=== Supplied material ===

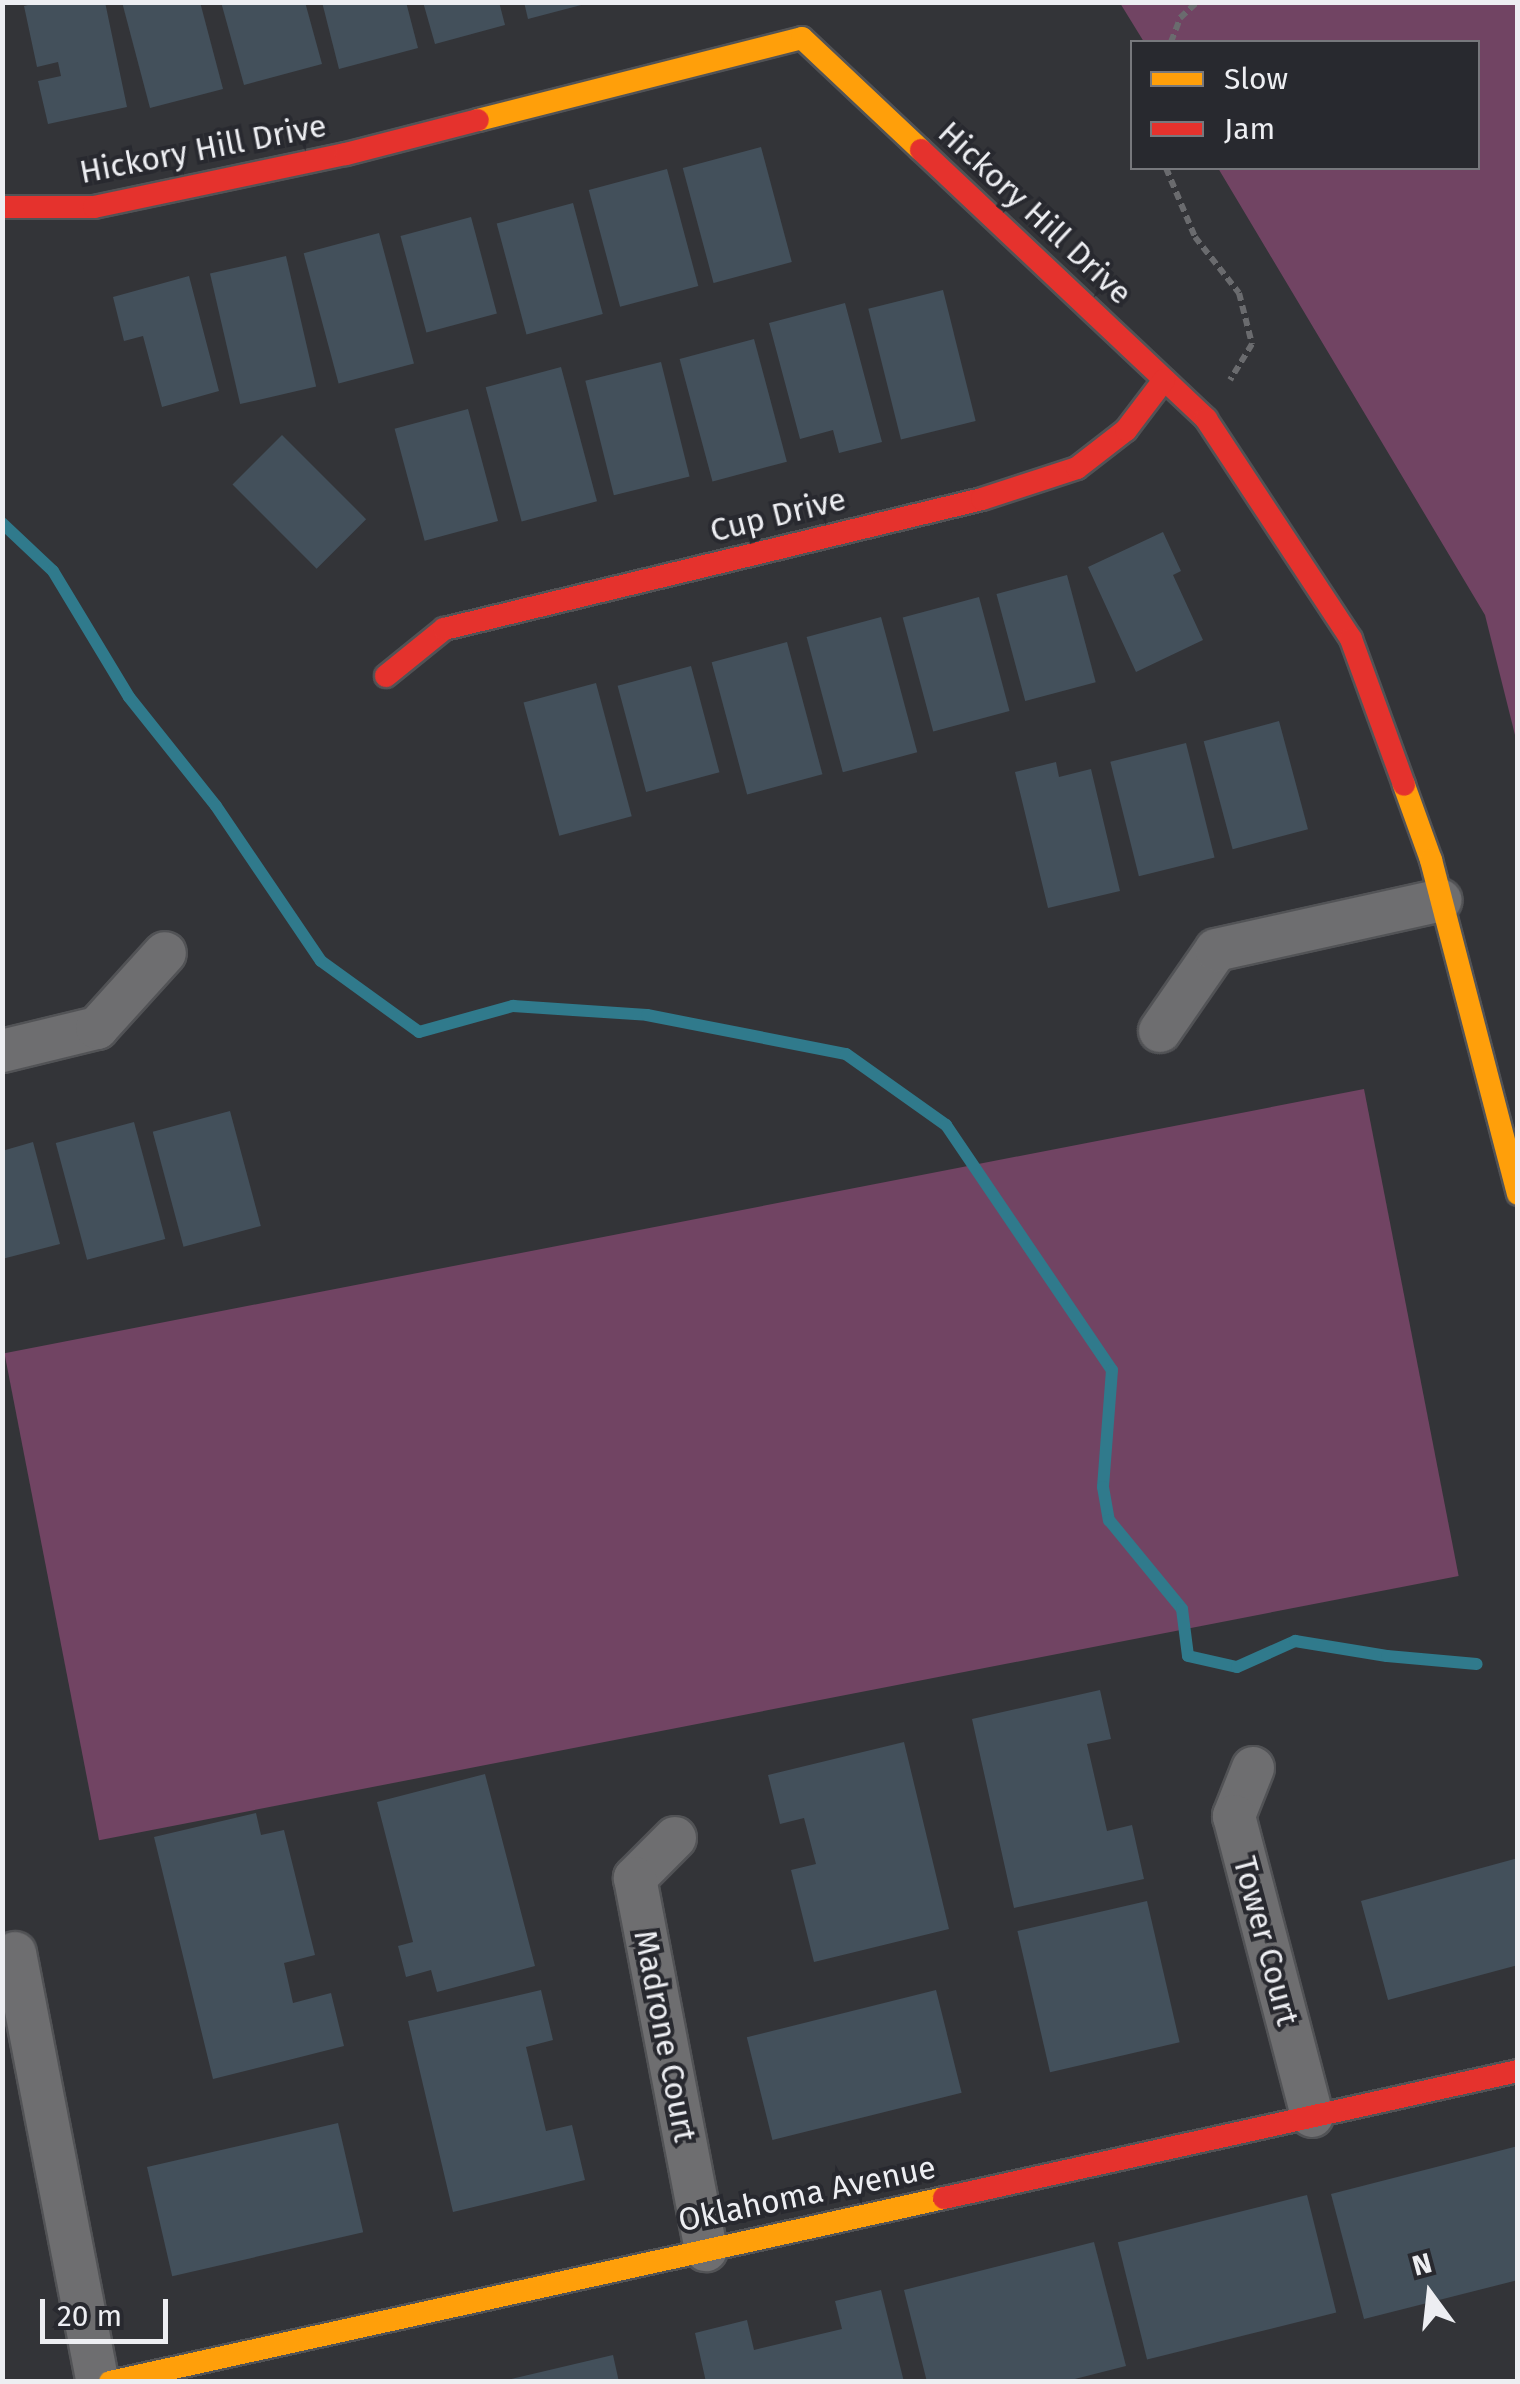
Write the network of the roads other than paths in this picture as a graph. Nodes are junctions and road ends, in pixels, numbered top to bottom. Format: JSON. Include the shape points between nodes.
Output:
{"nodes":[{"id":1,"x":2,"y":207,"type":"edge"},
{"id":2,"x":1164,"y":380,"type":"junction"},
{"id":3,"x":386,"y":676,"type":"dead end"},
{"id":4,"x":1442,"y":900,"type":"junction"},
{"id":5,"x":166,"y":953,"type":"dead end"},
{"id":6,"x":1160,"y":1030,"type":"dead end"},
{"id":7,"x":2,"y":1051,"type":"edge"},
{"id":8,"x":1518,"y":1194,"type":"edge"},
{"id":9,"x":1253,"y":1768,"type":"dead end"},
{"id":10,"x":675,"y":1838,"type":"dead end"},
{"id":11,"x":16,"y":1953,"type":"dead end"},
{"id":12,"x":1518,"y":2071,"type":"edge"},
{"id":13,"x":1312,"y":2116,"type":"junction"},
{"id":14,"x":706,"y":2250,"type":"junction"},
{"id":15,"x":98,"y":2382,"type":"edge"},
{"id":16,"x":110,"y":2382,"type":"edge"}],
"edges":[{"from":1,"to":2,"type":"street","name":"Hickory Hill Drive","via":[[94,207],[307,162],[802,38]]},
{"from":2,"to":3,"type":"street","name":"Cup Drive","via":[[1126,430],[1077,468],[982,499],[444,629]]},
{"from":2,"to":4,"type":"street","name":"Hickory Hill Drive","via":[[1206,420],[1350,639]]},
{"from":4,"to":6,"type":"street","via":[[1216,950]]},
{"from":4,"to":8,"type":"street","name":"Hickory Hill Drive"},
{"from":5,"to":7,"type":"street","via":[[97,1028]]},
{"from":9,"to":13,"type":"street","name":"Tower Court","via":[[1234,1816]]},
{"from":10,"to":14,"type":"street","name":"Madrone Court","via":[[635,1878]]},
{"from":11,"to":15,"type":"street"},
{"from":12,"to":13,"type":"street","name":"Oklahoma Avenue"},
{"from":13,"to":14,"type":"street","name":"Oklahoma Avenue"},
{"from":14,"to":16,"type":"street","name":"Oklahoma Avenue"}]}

===

▸ **What is needed**: Now copy each line of the entries that mentions "dead".

▸ **Solution to this problem**:
{"id":3,"x":386,"y":676,"type":"dead end"},
{"id":5,"x":166,"y":953,"type":"dead end"},
{"id":6,"x":1160,"y":1030,"type":"dead end"},
{"id":9,"x":1253,"y":1768,"type":"dead end"},
{"id":10,"x":675,"y":1838,"type":"dead end"},
{"id":11,"x":16,"y":1953,"type":"dead end"},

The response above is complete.